Venus and Adonis - Abraham Bloemaert (Dutch, 1566 - 1651)
The Statens Museum for Kunst


Ovid was married three times, finally finding contentment in his third marriage. His first two marriages were short-lived and not particularly harmonious, giving special relevance to a line that appeared in the Art of Love: 

Love is a kind of warfare


Our penny-farthing riding fish out of water picks up the shattered pieces of Odyssey's heart and turns and twists them into metaphors or historical remedies, reminding us that Ovid was one of the first in history to say that love is war, a more powerful concept exposing the weakness of character behind Dr. Iannis'  love is a mental illness.

The timid would stop here, but a more insatiable being would ask: 

What about fire? 



That ancient flame - the flame of love - has been a central theme in world literature. In The Divine Comedy, Dante used the metaphor to suggest that a great passion can spring from a modest beginning: 

A great flame follows a little spark.

In Guardians of the Galaxy, baby Groot is ever more adorable and irresistible because he has the heart of Groot inside. In the seventeenth century, an English proverb commonly attributed to English cleric Jeremy Taylor continued the theme and became one of history's most popular observations: 

Love is a friendship set on fire 


Lord Byron saw love as a kind of celestial fire, calling it "a light from heaven, a spark of that immortal fire." Honoré de Balzac wrote that "Love is like the devil," adding "Whom it has in its clutches it surrounds with flames." 
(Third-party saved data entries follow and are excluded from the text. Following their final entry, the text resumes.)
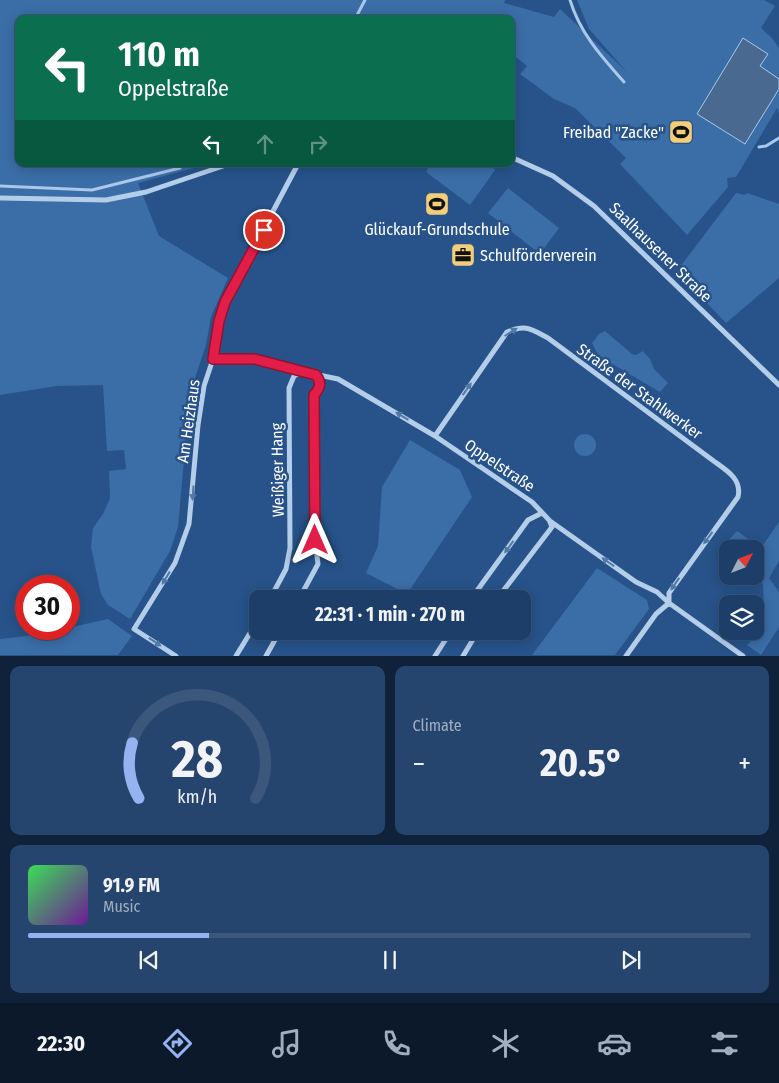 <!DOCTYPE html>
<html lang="en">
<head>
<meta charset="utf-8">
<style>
	body { margin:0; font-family:"Fira Sans Condensed",sans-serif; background:#25456e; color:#f1f3f6; height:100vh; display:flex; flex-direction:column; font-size:19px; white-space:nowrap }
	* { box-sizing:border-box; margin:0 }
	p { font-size:16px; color:#a0aec0 }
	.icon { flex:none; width:28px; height:28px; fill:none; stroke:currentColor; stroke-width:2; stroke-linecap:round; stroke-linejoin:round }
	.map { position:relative; height:656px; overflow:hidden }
	.drawer { display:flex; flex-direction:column; gap:10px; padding:10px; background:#102239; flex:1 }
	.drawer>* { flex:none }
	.hud { position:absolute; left:15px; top:15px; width:500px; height:152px; border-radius:10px; box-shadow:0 2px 12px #0003,0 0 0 1px #3b577c; background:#0b6e4f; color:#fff; overflow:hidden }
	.needle { width:32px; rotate:48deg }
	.fabs { position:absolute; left:719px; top:540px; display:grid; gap:10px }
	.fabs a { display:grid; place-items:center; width:45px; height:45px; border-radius:10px; background:#1d3e68; box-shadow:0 2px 12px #0003,0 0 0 1px #3b577c; font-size:25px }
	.speed { position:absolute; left:15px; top:575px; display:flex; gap:10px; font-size:25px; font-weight:700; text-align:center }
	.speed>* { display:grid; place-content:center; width:65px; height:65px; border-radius:50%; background:#1d3e68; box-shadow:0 2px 12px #0003,0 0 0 1px #3b577c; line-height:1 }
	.speed .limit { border:8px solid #d22; background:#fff; color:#111 }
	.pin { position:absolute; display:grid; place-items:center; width:42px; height:42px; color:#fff; margin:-21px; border:2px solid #fff; border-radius:50%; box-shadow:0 1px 5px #0007 }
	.me { position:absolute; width:55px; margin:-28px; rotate:0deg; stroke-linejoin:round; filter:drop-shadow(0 0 4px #0008) }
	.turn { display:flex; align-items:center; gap:18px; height:105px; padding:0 20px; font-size:22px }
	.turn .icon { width:65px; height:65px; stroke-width:2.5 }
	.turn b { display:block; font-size:35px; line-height:42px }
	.lanes { display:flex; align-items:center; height:48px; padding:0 20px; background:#0003; justify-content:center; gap:25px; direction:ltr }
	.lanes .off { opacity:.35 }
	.big { font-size:38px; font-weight:700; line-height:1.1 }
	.drawer .card { flex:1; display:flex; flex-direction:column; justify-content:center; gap:8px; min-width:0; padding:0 18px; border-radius:10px; background:#25456e }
	.drawer .dial { align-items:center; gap:0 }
	.dial svg { height:130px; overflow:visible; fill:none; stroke:#3b577c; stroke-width:7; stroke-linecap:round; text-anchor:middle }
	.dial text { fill:#f1f3f6; stroke:none }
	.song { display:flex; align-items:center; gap:15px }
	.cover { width:60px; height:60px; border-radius:8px; background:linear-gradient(135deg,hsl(130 70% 55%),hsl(280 70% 35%)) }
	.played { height:5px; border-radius:2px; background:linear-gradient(90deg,#95b2f1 25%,#3b577c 25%) }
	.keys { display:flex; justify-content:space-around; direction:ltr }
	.heat { display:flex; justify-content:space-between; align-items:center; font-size:28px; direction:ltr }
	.drawer .tiles { flex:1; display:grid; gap:10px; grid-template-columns:1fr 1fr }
	.card:last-child { grid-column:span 2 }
	.trip { position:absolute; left:249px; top:590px; width:282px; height:50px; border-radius:10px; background:#1d3e68; box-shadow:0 2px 12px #0003,0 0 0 1px #3b577c; font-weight:700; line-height:50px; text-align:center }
	.dock { display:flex; height:80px; justify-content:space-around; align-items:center; background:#0c192a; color:#a0aec0 }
	.dock .icon { width:35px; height:35px }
	.dock .active { color:#95b2f1 }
	.dock b { font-size:22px; color:#f1f3f6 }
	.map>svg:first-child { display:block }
</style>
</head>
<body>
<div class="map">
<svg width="779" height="656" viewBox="0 0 779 656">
	<rect width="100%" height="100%" fill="#27538a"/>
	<!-- green -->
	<path fill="#3b6da7" d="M0,0H505L504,3L554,17L560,9L626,71L589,29L577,0H764L775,6L761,28L771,37L779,48V113L777,108L736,177L727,178L728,187L687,235L620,164L626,158L575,108L554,99L520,74L527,66L511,53V19H19V164H209L138,183L159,236L228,278L211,317L206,345L194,381L186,438L178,527L170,551L130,619L108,605L101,594L91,547L93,528L103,514L110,498L109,471L126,469L124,450L107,451L103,385L57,386L0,395Z
		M425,164H488L495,170L470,205L426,172L429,167Z
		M508,188L559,228L540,254L488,213Z
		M736,193L745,195L747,193L779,204V278L726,323L704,300V292L677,271Z
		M605,331L632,354L636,355L643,351L650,359L654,369L668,383L660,392L604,359L597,353L592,343L599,334Z
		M574 445a11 11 0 1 1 22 0a11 11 0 1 1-22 0Z
		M410,440L460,470L472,497L407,594L366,573L378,546L382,487Z
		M779,522V561L769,578L779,592V627L761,655L747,645L755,637L749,631H755V618L764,606L763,584L754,576L755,549L727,550L723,546L737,531L761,548Z
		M597,568L647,600L649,609L615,655H532Z
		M108,619L132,636L118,655H0V639L36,635Z"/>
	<!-- water -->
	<path fill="#496990" stroke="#a9c8ea" d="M743,38L768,54L760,66L779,79V89L745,144L697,114Z"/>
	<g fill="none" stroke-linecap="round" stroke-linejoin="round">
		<!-- stream -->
		<path stroke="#a9c8ea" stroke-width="3" d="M570,0C580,33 601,56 624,82
			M355,19L365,0
			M759,147L766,146L779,138
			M0,186L92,190L180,168"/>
		<!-- minor -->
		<path stroke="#b4cde9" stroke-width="5" d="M511,157L553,176L594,206L779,385
			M0,198L106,200L146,192L229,164
			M213,359H255L290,369L338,379L435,436L532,502L550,521L636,582L657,592L669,603L743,656
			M435,436L507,332C526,324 531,329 548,338L715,462C728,471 742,480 738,497L669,593V603
			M270,599L286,569L290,548L289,388L294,376L301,372
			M299,599L318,564L315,540L314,395L320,384L316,375
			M471,599L528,520L542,513
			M497,599L552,527L550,522
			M176,656L134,629L175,563L189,524L198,425L204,386L213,359L219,321L225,302L298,164
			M236,656L258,620
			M266,656L280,631
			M435,656L451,631
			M463,656L478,631
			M626,656L656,614L669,603"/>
	</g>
	<!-- one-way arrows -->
	<defs><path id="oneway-solid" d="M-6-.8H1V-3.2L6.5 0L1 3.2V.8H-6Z" transform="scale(1.25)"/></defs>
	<g fill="#5178a6">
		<use href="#oneway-solid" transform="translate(511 332) rotate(-32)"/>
		<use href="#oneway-solid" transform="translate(467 389) rotate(-55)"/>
		<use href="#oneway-solid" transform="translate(402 416) rotate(-149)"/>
		<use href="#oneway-solid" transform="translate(193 493) rotate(94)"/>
		<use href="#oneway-solid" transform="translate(708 538) rotate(126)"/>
		<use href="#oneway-solid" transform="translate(509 547) rotate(126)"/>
		<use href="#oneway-solid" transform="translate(608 562) rotate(-145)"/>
		<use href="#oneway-solid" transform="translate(166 578) rotate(121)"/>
		<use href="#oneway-solid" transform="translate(675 584) rotate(124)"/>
		<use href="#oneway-solid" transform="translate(155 642) rotate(34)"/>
	</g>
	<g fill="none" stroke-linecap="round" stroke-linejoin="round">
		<defs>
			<path id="route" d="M264,230L225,302L219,321L213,359H255L316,375C322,383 320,388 314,395L315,540"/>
		</defs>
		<!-- route casing -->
		<use href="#route" stroke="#92132f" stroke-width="12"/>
		<!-- route -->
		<use href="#route" stroke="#e11d48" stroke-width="9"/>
	</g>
	<!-- icons -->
	<defs>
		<symbol id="stadium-square" viewBox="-11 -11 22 22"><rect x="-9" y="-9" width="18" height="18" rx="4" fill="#f2ce7a" stroke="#27538a"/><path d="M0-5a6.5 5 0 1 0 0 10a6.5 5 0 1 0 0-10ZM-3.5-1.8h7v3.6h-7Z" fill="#111"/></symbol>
		<symbol id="office-square" viewBox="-11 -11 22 22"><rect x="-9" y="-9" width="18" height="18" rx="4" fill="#f2ce7a" stroke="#27538a"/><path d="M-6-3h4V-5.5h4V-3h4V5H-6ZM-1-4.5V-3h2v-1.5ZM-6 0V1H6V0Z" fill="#111"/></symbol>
	</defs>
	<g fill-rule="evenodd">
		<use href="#stadium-square" x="667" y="118" width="28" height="28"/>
		<use href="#stadium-square" x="423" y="190" width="28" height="28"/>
		<use href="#office-square" x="449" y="241" width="28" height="28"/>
	</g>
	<g text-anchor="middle" stroke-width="5" stroke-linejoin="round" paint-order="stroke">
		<!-- poi labels -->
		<g font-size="16" fill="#fff" stroke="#27538a" text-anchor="end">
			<text x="664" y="138">Freibad "Zacke"</text>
			<text x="437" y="235" text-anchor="middle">Glückauf-Grundschule</text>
			<text x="480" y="261" text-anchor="start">Schulförderverein</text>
		</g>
		<!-- street labels -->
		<g font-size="16" fill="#fff" stroke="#27538a">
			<text transform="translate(661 252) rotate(44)" y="6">Saalhausener Straße</text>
			<text transform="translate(640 391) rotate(36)" y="6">Straße der Stahlwerker</text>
			<text transform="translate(188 421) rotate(-82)" y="6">Am Heizhaus</text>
			<text transform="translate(500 465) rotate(34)" y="6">Oppelstraße</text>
			<text transform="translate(277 470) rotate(-91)" y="6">Weißiger Hang</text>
		</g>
	</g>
</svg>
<div class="fabs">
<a><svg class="needle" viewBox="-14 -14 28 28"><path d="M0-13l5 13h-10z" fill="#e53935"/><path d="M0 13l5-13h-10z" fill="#a0aec0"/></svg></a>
<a><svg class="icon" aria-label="layers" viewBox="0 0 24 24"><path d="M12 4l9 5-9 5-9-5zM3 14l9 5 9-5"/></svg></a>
</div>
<div class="speed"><div class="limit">30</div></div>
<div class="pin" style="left:264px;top:230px;background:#d93025"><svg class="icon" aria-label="arrive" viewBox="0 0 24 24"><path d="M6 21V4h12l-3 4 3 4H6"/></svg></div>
<svg class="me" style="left:315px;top:540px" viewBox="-20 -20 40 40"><path d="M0-17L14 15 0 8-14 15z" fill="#e11d48" stroke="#fff" stroke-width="4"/></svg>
<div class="trip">22:31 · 1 min · 270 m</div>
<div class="hud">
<div class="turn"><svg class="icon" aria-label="left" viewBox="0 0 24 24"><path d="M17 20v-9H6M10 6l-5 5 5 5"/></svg><div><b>110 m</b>Oppelstraße</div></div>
<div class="lanes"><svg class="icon" aria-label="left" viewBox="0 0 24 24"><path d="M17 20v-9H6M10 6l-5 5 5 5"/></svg><svg class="icon off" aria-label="ahead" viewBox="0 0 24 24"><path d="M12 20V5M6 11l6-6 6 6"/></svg><svg class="icon off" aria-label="right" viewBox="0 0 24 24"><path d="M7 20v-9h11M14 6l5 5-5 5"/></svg></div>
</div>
</div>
<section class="drawer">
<div class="tiles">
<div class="card dial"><svg viewBox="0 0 100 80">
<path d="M14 69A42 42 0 1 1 86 69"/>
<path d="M14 69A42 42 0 0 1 10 35" stroke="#95b2f1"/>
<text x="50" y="56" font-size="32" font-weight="700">28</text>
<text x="50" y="72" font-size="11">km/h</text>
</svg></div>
<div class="card"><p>Climate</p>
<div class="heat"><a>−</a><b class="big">20.5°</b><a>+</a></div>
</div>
<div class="card">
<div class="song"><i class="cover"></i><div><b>91.9 FM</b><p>Music</p></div></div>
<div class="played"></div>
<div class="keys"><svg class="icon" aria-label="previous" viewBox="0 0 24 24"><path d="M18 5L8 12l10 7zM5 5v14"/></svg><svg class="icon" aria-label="pause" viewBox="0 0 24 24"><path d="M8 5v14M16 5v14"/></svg><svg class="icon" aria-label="next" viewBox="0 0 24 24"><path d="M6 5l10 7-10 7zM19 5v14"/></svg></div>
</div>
</div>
</section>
<nav class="dock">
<b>22:30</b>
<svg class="icon active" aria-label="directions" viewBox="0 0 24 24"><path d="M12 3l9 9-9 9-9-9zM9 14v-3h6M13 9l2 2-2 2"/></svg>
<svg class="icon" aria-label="music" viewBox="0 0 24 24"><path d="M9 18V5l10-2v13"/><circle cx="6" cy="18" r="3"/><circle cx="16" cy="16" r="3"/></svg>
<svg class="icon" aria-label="phone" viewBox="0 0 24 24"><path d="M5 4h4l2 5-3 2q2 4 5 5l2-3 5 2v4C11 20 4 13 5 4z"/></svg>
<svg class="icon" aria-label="climate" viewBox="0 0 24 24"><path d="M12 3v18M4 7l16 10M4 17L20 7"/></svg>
<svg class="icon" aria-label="car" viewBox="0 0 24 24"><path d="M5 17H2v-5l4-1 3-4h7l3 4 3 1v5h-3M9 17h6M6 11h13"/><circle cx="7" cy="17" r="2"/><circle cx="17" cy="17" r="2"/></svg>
<svg class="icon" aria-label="filters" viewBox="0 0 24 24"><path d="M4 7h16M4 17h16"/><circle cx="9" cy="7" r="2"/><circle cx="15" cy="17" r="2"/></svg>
</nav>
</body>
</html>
Of One Hundred Years of Solitude, the Chicago Tribune Book World described García Márquez as taking one into a dream, where the reader emerges with their mind on fire. Not as twisted as Nabokov's enormous appetite and imagination, nor his fatalism either. Like rum calentano, these stories go down easily, leaving a rich, sweet burning flavor behind. 

If only it would stay gone. 
But it doesn't. 
It returns.
Again and again, fecund, savage and irresistible. 



In the words of Maya Angelou: 

Love is like a virus. 
It can happen to anybody at any time.




It may be a gift we give ourselves, it may be designed to catch a heart like a fish, it may be Anouilh's "one arch-enemy" ... it may be instinct, a way to find the way to one's own heart, or it may be a feeble insect in search of its next flower, with an innate will that nothing can dismay nor turn aside (Honoré de Balzac). It may be Nature's fairest gem or an exploding cigar. It may be a flowing wine held in existence or the wild card of existence. It may be wrapped or bare, savage or barbarous, dark, or so primal it purges vanity and leaves one with no other choice but to yield, if only to drag oneself from its torturous grasp. 

It may be fiction or reality or history. It may be the promise of an alliance of friendship taunted by lust. It may become pliable and overly yielding, or die of starvation. Whatever it is, love is a passion exalted and refined, gross and sensual. It is friendship set to music and the foundation of all civilization. 

It is an ocean of emotions, surrounded by apologies and personal expenses. For some it could prove to be more painful that being alive, a perpetual, relentless aching wound. Love is every ode willingly ascribed to it.



Of all it is and all it is not, love is always one thing above all else: Spelled correctly.